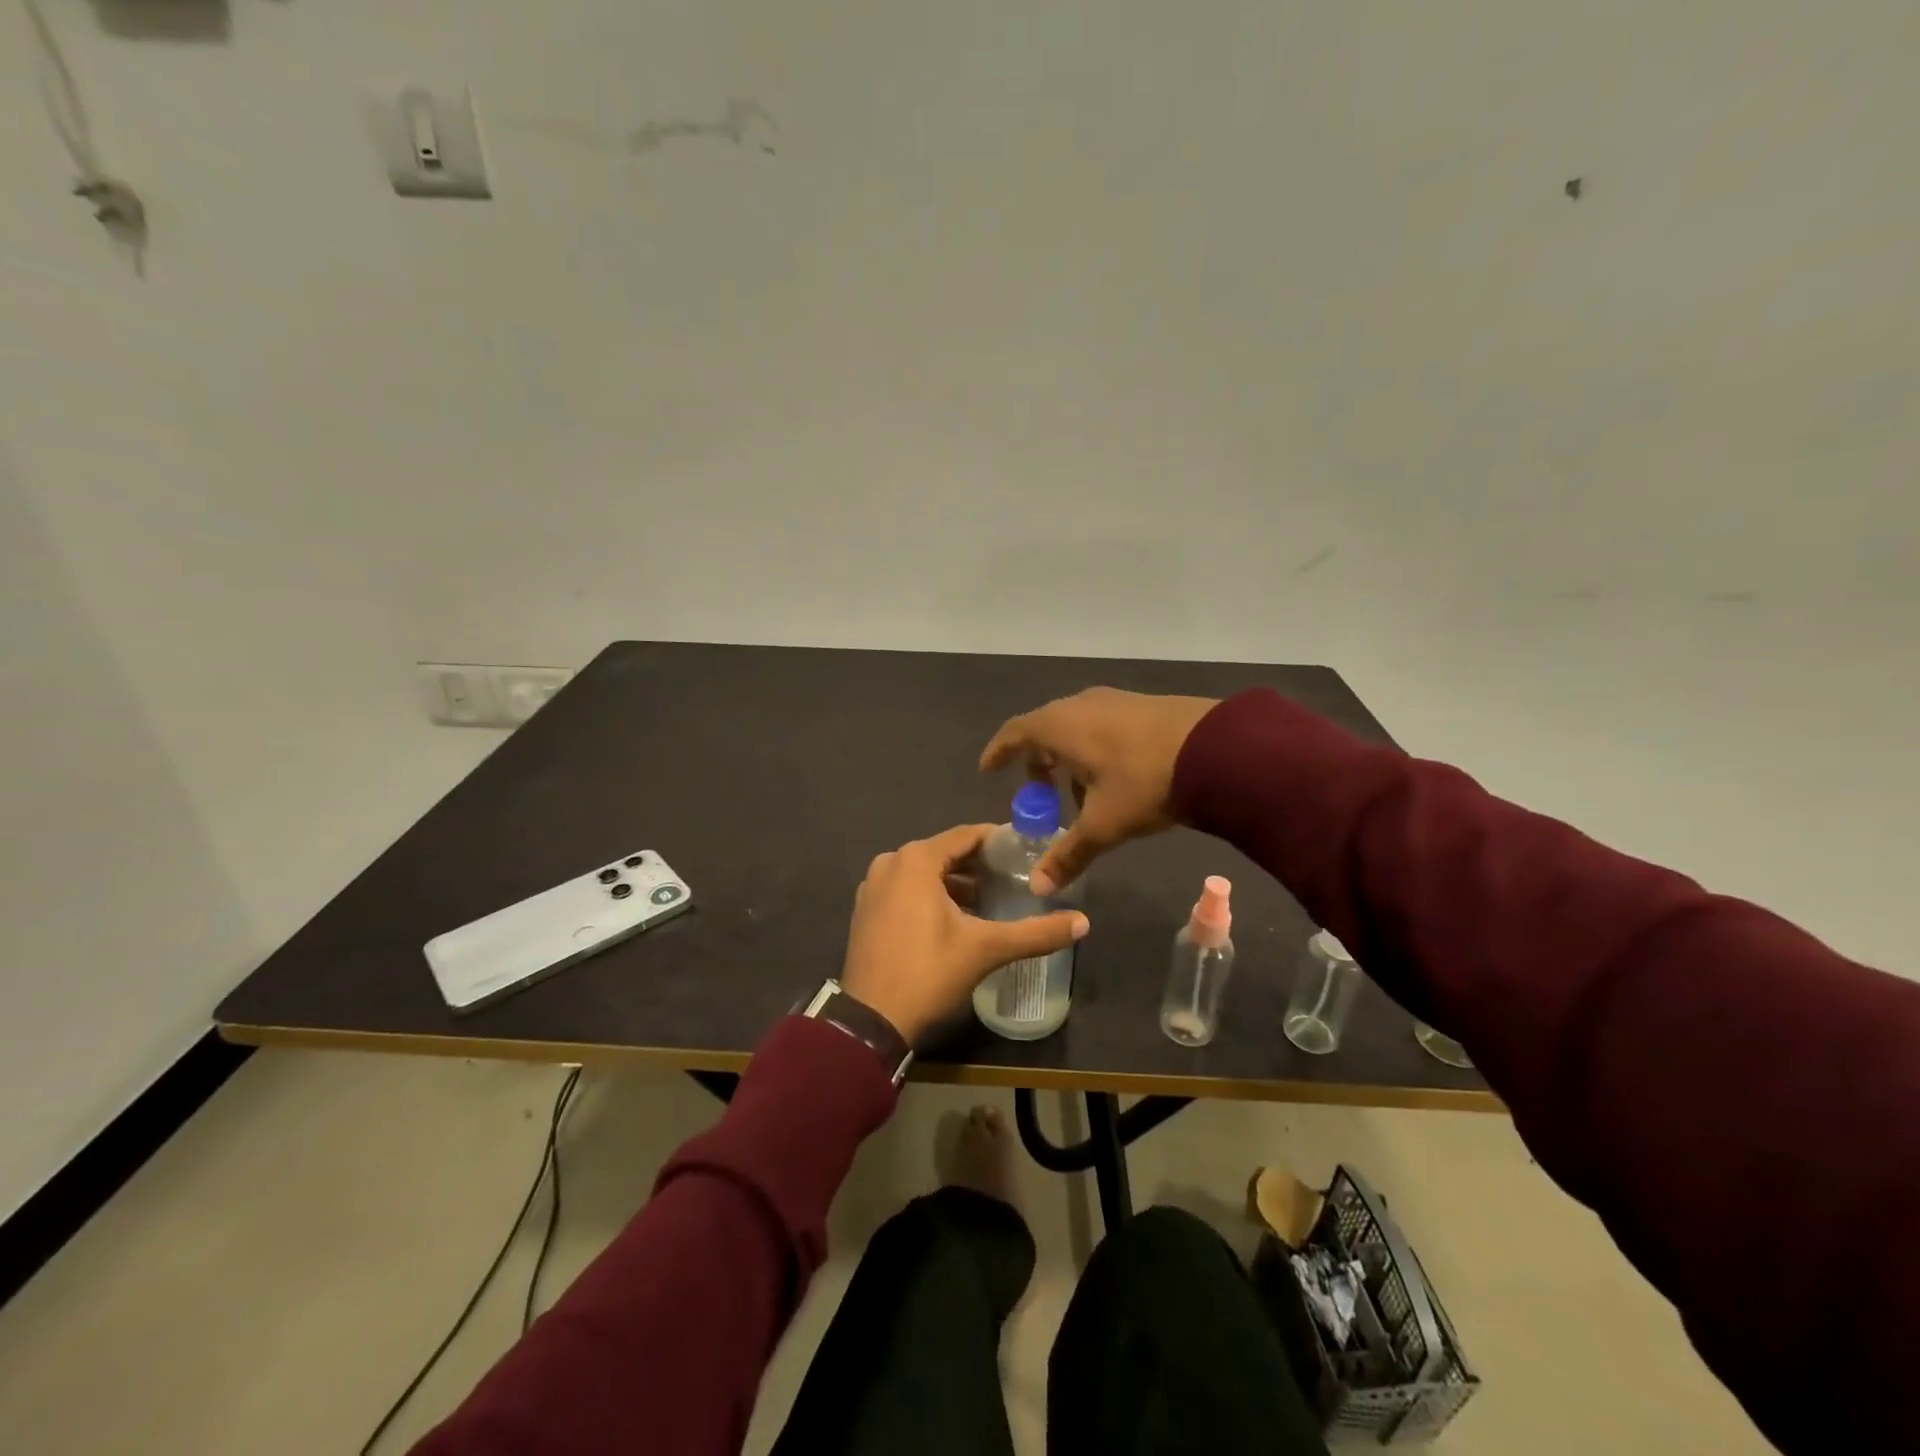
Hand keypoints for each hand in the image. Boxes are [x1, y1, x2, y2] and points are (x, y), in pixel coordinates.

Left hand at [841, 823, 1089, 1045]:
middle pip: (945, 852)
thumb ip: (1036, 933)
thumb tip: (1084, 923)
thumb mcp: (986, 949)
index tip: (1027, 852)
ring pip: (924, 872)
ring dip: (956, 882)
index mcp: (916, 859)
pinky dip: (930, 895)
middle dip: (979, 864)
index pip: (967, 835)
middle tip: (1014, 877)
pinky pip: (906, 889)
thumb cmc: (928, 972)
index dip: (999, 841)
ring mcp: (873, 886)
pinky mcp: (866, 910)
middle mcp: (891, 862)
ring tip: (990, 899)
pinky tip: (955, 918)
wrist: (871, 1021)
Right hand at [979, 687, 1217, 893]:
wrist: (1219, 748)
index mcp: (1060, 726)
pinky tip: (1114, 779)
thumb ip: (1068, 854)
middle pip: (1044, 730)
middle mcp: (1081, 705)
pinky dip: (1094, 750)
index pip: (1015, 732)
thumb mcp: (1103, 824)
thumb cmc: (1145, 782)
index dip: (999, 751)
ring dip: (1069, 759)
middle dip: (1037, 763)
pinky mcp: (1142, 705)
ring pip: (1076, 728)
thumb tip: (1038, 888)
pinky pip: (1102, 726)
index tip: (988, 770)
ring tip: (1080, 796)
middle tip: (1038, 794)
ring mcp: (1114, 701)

============================================================

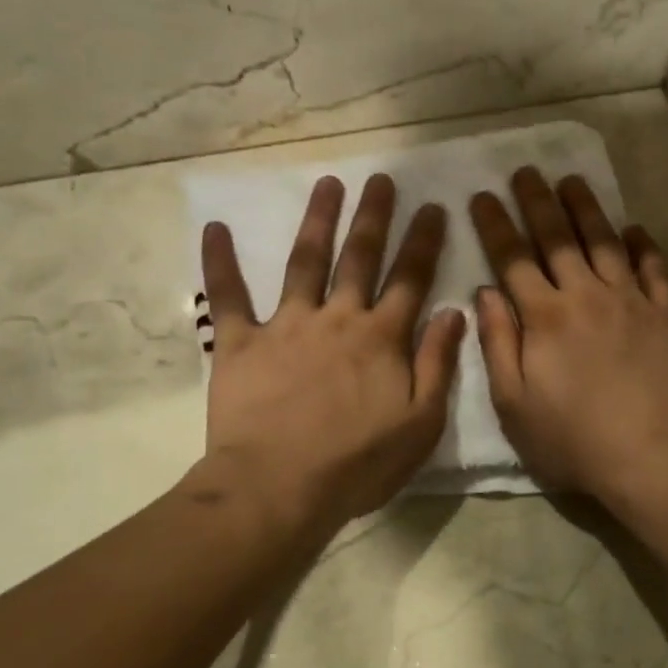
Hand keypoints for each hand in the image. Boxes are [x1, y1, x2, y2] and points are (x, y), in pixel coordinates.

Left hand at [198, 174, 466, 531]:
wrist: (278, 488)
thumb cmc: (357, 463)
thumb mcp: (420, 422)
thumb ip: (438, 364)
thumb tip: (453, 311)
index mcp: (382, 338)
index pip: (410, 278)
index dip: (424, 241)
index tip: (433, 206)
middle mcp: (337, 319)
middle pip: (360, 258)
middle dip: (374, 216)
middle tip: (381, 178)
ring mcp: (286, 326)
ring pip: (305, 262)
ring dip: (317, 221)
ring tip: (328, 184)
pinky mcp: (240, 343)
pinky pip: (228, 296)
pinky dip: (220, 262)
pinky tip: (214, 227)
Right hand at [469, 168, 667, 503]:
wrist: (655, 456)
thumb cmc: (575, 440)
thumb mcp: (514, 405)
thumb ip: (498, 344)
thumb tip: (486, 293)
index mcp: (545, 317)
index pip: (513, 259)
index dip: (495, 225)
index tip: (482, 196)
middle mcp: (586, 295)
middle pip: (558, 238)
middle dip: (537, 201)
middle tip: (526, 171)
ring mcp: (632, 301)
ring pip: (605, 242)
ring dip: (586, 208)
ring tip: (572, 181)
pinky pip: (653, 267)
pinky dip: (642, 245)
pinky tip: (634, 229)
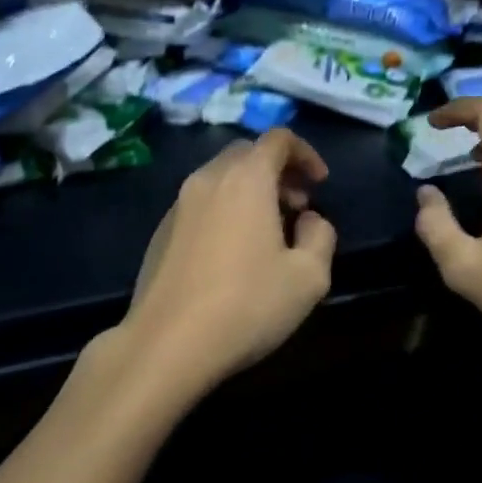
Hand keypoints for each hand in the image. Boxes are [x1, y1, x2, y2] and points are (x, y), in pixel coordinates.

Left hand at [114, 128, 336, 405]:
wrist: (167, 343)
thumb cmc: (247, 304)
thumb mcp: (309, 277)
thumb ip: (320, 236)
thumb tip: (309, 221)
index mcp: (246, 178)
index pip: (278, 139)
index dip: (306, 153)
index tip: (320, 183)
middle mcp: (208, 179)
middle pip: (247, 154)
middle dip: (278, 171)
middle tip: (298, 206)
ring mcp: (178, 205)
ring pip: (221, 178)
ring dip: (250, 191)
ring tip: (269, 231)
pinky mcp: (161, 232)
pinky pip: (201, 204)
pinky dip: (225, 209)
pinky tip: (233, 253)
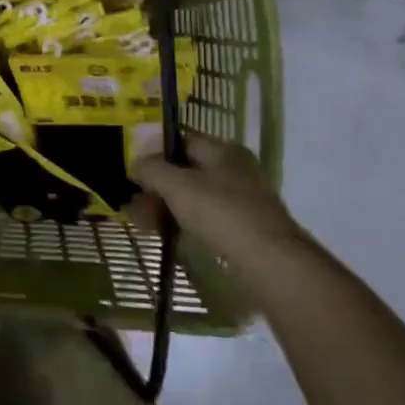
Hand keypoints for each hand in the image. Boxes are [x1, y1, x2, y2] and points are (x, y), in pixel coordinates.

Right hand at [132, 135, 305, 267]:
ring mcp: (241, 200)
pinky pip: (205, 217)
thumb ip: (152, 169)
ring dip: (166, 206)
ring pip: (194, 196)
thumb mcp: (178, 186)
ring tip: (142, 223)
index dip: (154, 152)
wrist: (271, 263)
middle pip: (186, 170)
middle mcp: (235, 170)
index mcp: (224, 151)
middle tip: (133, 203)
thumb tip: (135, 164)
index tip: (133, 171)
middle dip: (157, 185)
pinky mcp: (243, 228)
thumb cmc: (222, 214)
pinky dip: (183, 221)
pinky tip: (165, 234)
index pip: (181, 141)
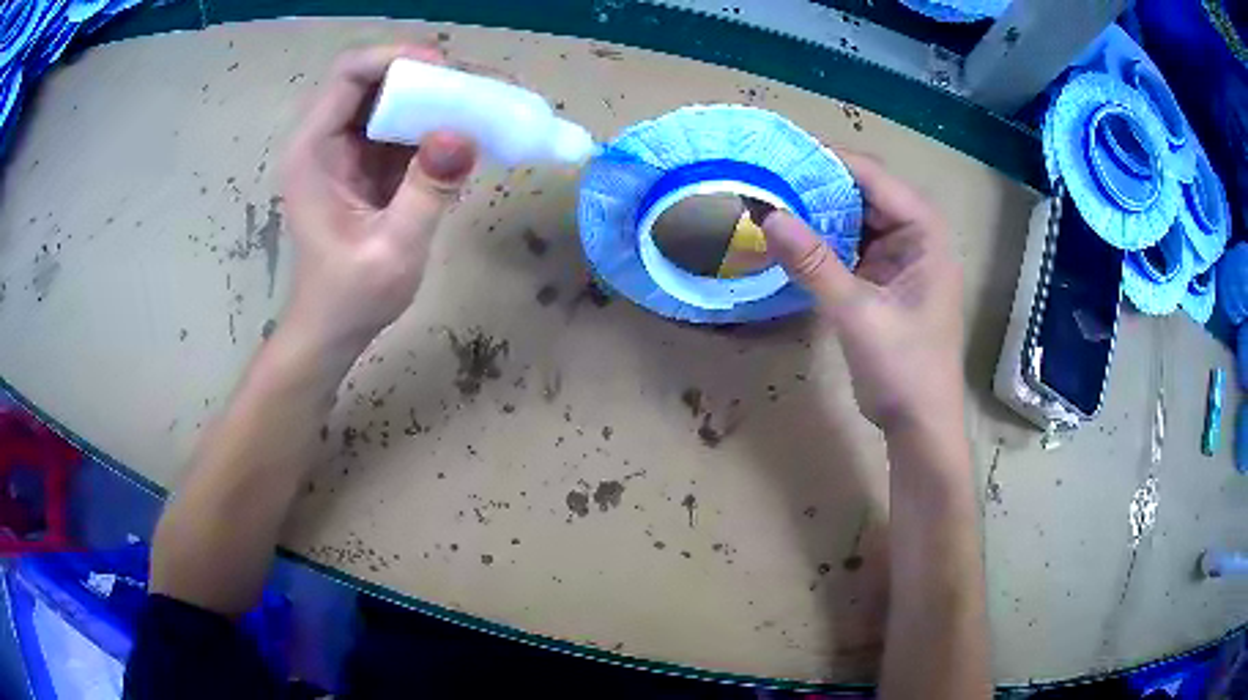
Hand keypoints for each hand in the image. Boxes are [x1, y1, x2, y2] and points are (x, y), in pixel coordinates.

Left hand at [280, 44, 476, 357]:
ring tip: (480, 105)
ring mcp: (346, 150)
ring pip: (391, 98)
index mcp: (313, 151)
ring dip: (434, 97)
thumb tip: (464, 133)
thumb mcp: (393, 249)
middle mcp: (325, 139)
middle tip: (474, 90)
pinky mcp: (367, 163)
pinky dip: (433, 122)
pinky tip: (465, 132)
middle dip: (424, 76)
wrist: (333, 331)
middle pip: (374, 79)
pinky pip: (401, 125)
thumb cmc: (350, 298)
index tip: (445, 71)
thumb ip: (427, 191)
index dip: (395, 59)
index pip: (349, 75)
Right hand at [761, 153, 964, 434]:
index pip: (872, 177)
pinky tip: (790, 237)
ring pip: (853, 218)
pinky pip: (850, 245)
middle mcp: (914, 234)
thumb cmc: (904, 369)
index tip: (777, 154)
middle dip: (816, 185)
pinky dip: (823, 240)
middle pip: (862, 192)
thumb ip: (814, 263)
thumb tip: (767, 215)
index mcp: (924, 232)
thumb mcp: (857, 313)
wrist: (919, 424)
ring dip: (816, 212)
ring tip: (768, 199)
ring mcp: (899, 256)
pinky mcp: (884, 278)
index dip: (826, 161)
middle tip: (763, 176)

============================================================

BRIEF
In the listing above, find the line containing "index dip: (154, 152)" and the line containing "ring mcp: (899, 256)"; print those lines and every line between them exactly, leaving out pictures.

ANSWER TO THIS PROBLEM
index dip: (154, 152)
wrist: (271, 263)
middle pip: (186, 170)
middle mcp: (235, 170)
index mcp: (224, 151)
middle tip: (133, 203)
thumb tip: (135, 164)
index tip: (133, 171)
middle dip: (157, 185)
pinky mcp: (243, 228)
thumb cmc: (222, 214)
pinky dip: (183, 221)
pinky tip: (165, 234)
index pip: (181, 141)
Hand keypoints for each hand in the image. Boxes are [x1, y1, x2, y2] and points are (x, y), in pixel coordinates.

Left hand at [280, 44, 476, 357]:
ring tip: (480, 105)
ring mcp: (346, 150)
ring pip: (391, 98)
index mcp: (313, 151)
ring dip: (434, 97)
thumb tip: (464, 133)
thumb mcp: (393, 249)
middle mcp: (325, 139)
middle tip: (474, 90)
pinky mcp: (367, 163)
pinky dip: (433, 122)
pinky tip: (465, 132)
middle dip: (424, 76)
wrist: (333, 331)
middle pip: (374, 79)
pinky pip: (401, 125)
thumb cmc: (350, 298)
index tip: (445, 71)
thumb ip: (427, 191)
index dip: (395, 59)
index pip: (349, 75)
Right hand at [761, 153, 964, 434]:
index pip: (872, 177)
pinky tip: (790, 237)
ring pip: (853, 218)
pinky pip: (850, 245)
middle mcp: (914, 234)
thumb cmc: (904, 369)
index tip: (777, 154)
middle dip: (816, 185)
pinky dip: (823, 240)
middle pip: (862, 192)
thumb ip: (814, 263)
thumb tip: (767, 215)
index mcp: (924, 232)
thumb mcp: (857, 313)
wrist: (919, 424)
ring dip: (816, 212)
ring tip: (768, 199)
ring mcp: (899, 256)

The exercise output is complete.